Bernardo Silva (AS Monaco) : Il est tout petit, il est agile, il va très vite et il marque des buts. Même si Habib Habibou a gâché sa fin de soirée, Bernardo Silva s'affirme de jour en jour comme l'un des meilleurs atouts offensifs de l'ASM.

Martin Braithwaite (TFC) : Après trois mois de disette, le Danois a permis à Toulouse de s'imposer dans le match de la peur contre Lorient et de s'éloigner de la zone de relégation. Un homme de grands rendez-vous, incontestablement.

Ils ont dit


« Je suis à la fois fier de la performance de mes joueurs et déçu du résultat. » Hubert Fournier, la confusion des sentiments.

« Ce soir, j'ai vu un bon arbitrage et un public magnifique. La performance du quatrième arbitre a été exceptionnelle. C'est un ancien joueur, il a compris que, sur le bord du terrain, on n'était pas à l'église. Le football ici est superbe et je n'ai qu'une envie, c'est d'y revenir avec l'ETG l'an prochain en Ligue 1. » Pascal Dupraz, sous Prozac à Guingamp.

« On reste sur une bonne dynamique depuis février, mais il faut regarder les choses en face. On est probablement à notre place » Willy Sagnol, l'amour de la lucidité.

« Il n'y a pas de complexe à domicile, mais je ne suis pas content. Ce soir, les trois remplaçants n'ont en rien aidé l'équipe. » Leonardo Jardim, le blues de Louis-II.

« Je ne suis pas dans leur tête, mais malgré leur match nul, ce n'est pas une si mauvaise journée pour eux, avec ce point du nul et la défaite de l'OM à Nantes qui leur permet de faire une bonne opération au classement.  » Benoît Costil, quand même content pour Monaco.

Laurent Blanc, scotché sur son banc en seconde période : « Si pour les joueurs, c'est difficile de jouer tous les trois jours, pour les entraîneurs c'est difficile aussi de rester debout et j'avais besoin de m'asseoir » .

Antoine Kombouaré, bienvenue chez les ch'tis : « C'est la soirée des cadeaux, on n'avait pas besoin de ça.

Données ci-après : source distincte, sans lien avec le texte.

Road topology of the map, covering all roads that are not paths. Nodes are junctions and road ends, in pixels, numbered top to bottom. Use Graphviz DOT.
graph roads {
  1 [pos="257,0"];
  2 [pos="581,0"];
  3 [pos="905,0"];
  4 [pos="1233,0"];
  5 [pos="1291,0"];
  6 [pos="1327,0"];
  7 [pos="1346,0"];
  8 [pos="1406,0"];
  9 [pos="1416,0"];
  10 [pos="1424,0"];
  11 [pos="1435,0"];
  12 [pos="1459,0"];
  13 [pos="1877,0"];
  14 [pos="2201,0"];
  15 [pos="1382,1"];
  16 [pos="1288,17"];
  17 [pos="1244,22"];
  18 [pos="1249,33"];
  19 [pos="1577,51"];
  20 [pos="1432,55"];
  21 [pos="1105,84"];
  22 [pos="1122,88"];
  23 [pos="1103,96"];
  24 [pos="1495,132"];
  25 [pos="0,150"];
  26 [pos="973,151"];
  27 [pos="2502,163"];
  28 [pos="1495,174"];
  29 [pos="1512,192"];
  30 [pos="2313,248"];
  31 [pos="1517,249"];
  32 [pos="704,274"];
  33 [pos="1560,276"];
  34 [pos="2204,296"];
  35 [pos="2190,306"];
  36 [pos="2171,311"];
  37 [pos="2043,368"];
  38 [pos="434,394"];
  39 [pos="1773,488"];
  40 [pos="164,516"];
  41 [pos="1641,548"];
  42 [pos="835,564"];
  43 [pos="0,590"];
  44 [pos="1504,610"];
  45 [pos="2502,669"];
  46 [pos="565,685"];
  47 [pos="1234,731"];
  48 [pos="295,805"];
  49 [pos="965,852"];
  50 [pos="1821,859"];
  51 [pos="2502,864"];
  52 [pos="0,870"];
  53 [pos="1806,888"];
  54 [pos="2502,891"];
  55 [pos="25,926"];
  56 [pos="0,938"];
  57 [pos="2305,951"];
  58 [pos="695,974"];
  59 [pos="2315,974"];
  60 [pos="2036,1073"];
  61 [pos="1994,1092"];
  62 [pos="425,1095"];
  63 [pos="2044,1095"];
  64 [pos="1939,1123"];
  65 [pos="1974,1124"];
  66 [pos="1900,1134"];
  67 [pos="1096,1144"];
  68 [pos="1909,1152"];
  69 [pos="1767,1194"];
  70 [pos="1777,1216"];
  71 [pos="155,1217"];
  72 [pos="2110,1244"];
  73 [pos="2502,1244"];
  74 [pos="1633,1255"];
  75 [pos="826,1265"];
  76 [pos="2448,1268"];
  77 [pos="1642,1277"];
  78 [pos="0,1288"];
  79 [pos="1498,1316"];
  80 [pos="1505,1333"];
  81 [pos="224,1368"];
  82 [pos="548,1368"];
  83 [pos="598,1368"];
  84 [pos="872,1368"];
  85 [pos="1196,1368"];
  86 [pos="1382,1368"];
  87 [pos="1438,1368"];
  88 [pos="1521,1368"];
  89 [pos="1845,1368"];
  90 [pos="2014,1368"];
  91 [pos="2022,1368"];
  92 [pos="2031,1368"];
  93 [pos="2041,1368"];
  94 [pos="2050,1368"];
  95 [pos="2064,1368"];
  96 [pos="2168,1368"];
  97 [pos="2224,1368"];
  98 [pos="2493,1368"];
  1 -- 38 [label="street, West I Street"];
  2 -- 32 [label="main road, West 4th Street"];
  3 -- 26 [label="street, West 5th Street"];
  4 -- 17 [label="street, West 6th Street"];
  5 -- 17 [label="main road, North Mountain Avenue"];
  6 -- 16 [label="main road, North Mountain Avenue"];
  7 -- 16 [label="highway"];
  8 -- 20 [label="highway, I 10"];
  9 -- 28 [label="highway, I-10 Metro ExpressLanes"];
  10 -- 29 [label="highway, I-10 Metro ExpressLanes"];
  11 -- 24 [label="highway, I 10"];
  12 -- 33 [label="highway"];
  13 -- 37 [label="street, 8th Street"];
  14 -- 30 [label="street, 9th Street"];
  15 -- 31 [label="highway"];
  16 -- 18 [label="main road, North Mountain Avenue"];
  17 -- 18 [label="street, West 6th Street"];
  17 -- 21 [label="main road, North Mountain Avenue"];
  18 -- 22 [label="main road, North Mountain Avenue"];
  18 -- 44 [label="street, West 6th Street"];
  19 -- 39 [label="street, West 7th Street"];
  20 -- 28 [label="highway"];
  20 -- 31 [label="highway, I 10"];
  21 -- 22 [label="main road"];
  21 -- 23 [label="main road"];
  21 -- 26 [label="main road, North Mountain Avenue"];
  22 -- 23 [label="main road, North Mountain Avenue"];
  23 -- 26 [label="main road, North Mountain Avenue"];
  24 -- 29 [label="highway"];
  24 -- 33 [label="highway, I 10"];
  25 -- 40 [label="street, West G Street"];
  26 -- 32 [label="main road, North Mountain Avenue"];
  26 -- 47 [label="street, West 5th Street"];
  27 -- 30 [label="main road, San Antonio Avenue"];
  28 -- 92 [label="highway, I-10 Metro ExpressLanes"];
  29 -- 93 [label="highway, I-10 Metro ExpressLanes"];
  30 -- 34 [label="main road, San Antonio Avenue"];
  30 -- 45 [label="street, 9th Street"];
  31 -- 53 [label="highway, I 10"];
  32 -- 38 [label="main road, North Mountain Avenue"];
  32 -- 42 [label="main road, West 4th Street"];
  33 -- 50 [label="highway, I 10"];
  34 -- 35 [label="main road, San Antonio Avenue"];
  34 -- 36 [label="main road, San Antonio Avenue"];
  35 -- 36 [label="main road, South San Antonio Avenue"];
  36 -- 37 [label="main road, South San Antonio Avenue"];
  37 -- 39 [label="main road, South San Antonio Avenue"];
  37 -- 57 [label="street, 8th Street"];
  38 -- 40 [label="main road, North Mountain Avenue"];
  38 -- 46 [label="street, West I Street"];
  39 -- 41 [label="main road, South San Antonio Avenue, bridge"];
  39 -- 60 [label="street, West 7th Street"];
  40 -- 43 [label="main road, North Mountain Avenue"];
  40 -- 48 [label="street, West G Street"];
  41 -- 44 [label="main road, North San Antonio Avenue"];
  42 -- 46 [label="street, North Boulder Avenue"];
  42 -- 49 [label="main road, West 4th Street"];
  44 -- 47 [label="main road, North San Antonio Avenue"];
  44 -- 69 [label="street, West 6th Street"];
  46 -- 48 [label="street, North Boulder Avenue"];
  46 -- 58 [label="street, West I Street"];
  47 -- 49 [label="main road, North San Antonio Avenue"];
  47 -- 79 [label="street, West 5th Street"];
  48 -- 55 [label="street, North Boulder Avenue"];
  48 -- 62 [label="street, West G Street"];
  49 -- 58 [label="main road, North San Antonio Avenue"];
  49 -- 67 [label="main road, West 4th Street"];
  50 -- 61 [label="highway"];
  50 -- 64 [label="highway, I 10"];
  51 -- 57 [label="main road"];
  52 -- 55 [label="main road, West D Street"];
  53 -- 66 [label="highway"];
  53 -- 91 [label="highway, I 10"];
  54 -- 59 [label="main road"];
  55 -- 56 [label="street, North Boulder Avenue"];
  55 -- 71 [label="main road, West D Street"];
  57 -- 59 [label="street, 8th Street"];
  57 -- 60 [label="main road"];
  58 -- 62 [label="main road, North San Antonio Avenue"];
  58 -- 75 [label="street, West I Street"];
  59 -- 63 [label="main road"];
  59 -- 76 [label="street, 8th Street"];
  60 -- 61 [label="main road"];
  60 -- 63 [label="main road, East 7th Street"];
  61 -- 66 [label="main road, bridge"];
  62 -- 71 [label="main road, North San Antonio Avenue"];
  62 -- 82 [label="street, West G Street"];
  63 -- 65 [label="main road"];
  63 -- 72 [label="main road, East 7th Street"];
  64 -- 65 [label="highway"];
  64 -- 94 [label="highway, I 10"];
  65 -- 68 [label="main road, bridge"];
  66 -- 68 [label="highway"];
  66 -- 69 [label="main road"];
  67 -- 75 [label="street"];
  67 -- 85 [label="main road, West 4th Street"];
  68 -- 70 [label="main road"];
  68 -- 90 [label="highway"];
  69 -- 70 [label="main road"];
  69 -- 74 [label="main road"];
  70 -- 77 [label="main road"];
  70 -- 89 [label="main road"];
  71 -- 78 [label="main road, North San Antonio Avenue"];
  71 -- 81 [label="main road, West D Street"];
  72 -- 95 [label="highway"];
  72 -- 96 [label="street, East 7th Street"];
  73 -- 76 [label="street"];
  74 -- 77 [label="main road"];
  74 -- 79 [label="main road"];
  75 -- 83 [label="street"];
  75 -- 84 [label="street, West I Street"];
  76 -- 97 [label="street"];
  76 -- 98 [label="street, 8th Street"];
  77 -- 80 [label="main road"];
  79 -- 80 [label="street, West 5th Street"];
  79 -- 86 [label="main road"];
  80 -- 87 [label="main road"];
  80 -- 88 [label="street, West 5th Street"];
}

Sur les trois buts, il y a deux passes décisives et un penalty de notre part. On a montré nos limites techniques ce soir » .

«  On va se battre jusqu'au bout et on verra ce qu'on peut espérer. C'est pas fini, il y a encore des points à prendre. On n'est pas enterrés.  » Bouna Sarr, je crois à mon étoile.

« On s'est fait bouffer sur les duels. C'est vrai que c'est un peu une faute professionnelle, quand on voit un stade blindé, on n'a pas le droit de décevoir les gens. Pas dans le résultat, mais au moins dans l'engagement. » François Modesto, croqué par David N'Gog.

«  Marseille, c'est un peu des mobylettes les mecs. » Lucas Deaux, fin observateur du championnat.

Le geste


Le tweet


La stat inutile


Tout comme Marseille, Bastia a enchaîné une troisième défaite d'affilée en Ligue 1 en se faisant taper par Reims à Furiani (1-2). Sûrement la faute de Thiriez.